Pyspark preprocessing(experimental)

If your data is too huge to process locally, you can also return a pyspark RDD from your preprocessing function.

If two problems chained with & and they only share part of the inputs, returning RDD from preprocessing function is required.

from m3tl.utils import set_is_pyspark
import tempfile
set_is_pyspark(True)

@preprocessing_fn
def toy_cls(params: Params, mode: str):
    return generate_fake_data(output_format='rdd')

params.register_problem(problem_name='toy_cls', problem_type='cls', processing_fn=toy_cls)

# set pyspark output path
params.pyspark_output_path = tempfile.mkdtemp()

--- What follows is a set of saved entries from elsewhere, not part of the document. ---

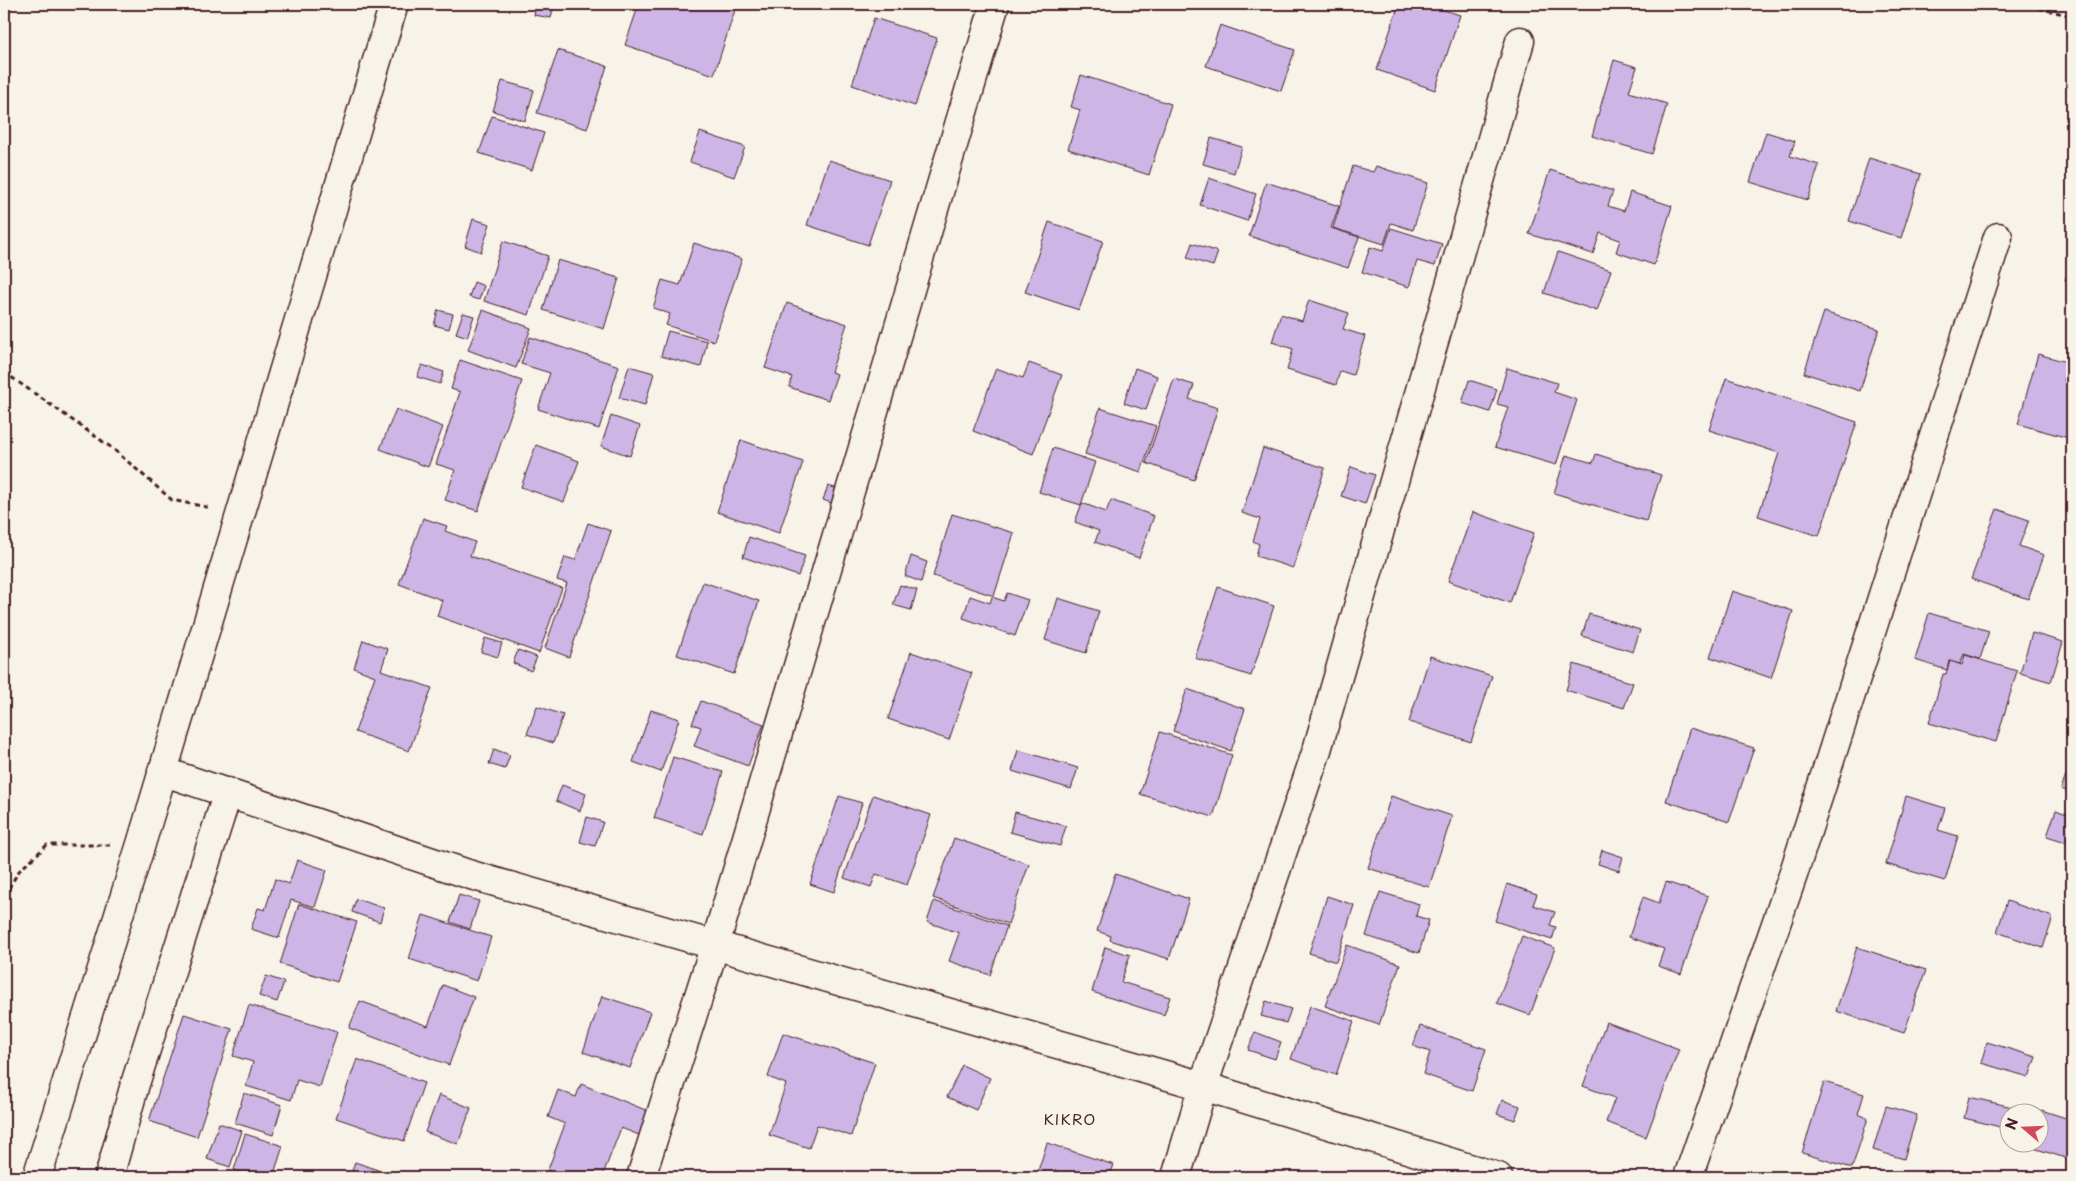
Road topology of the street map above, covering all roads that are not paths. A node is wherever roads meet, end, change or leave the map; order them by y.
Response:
1 (394, 4) edge
2 (994, 4) edge
3 (1520, 41) dead end
4 (1998, 237) dead end
5 (162, 771) junction
6 (228, 792) junction
7 (715, 945) junction
8 (1203, 1086) junction
9 (36, 1177) edge
10 (109, 1177) edge
11 (641, 1177) edge
12 (1176, 1177) edge
13 (1498, 1177) edge
14 (1688, 1177) edge

1 - 5 main road
2 - 7 main road
3 - 8 main road
4 - 14 main road
5 - 6 main road
5 - 9 main road
6 - 7 main road
6 - 10 main road
7 - 8 main road
7 - 11 main road
8 - 12 main road
8 - 13 main road

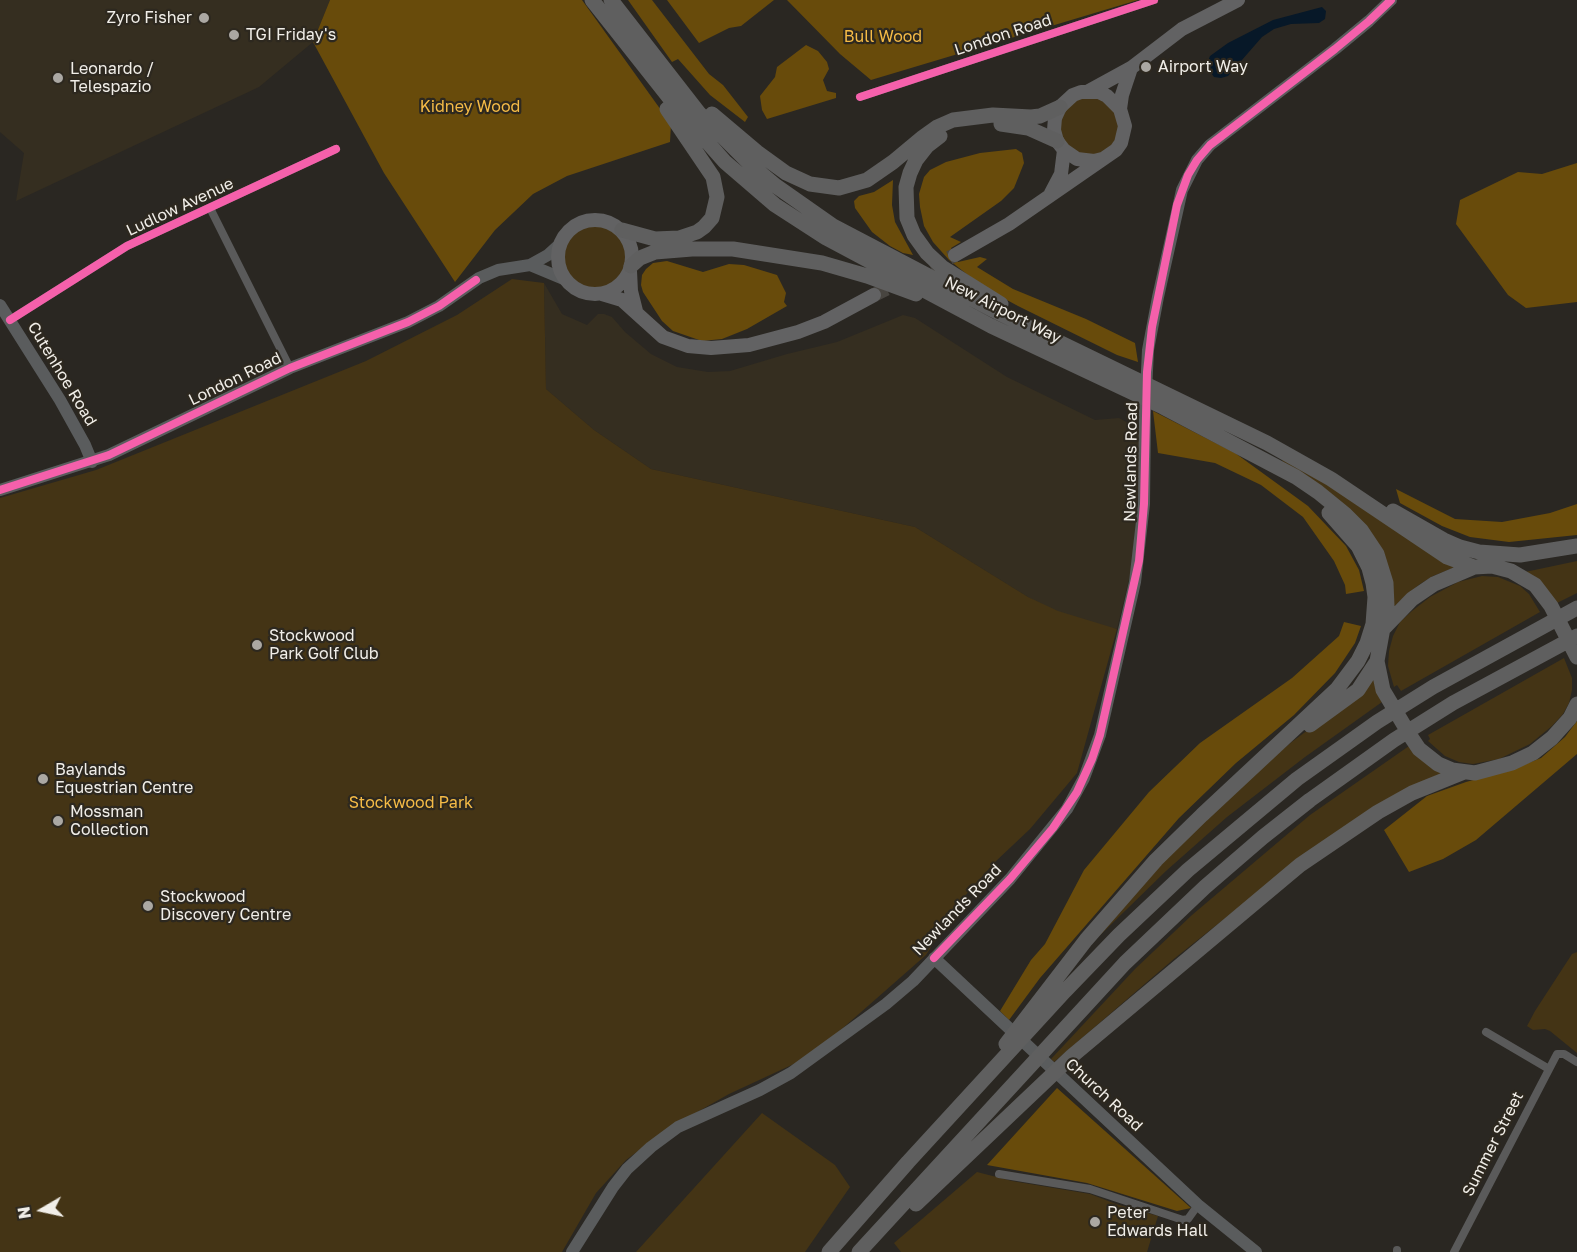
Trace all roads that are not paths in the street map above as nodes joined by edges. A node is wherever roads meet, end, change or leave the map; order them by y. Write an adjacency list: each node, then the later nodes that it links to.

# then you can call the preproc function and take a look at the result
toy_cls_rdd = toy_cls(params, TRAIN)
pprint.pprint(toy_cls_rdd.collect()[0])
{'array_input_ids': array([[0.00258592, 0.20750642, 0.25051955, 0.85366103, 0.93457556,
        0.05154129, 0.48336023, 0.36393742, 0.40964549, 0.77414554]]),
 'array_mask': [1],
 'array_segment_ids': array([0], dtype=int32),
 'cate_input_ids': array([0]),
 'cate_mask': [1],
 'cate_segment_ids': array([0], dtype=int32),
 'record_id': 0,
 'text_input_ids': [101, 2023, 2003, 1037, 3231, 102],
 'text_mask': [1, 1, 1, 1, 1, 1],
 'text_segment_ids': [0, 0, 0, 0, 0, 0],
 'toy_cls_label_ids': 0}

What Happened?

The inputs returned by preprocessing function will be tokenized using transformers tokenizer which is configurable like we showed before and the labels will be encoded(or tokenized if the target is text) as scalar or numpy array. The encoded inputs and target then will be serialized and written as TFRecord. Please note that the TFRecord will NOT be overwritten even if you run the code again. So if you want to change the data in TFRecord, you need to manually remove the directory of TFRecord. The default directory is ./tmp/{problem_name}.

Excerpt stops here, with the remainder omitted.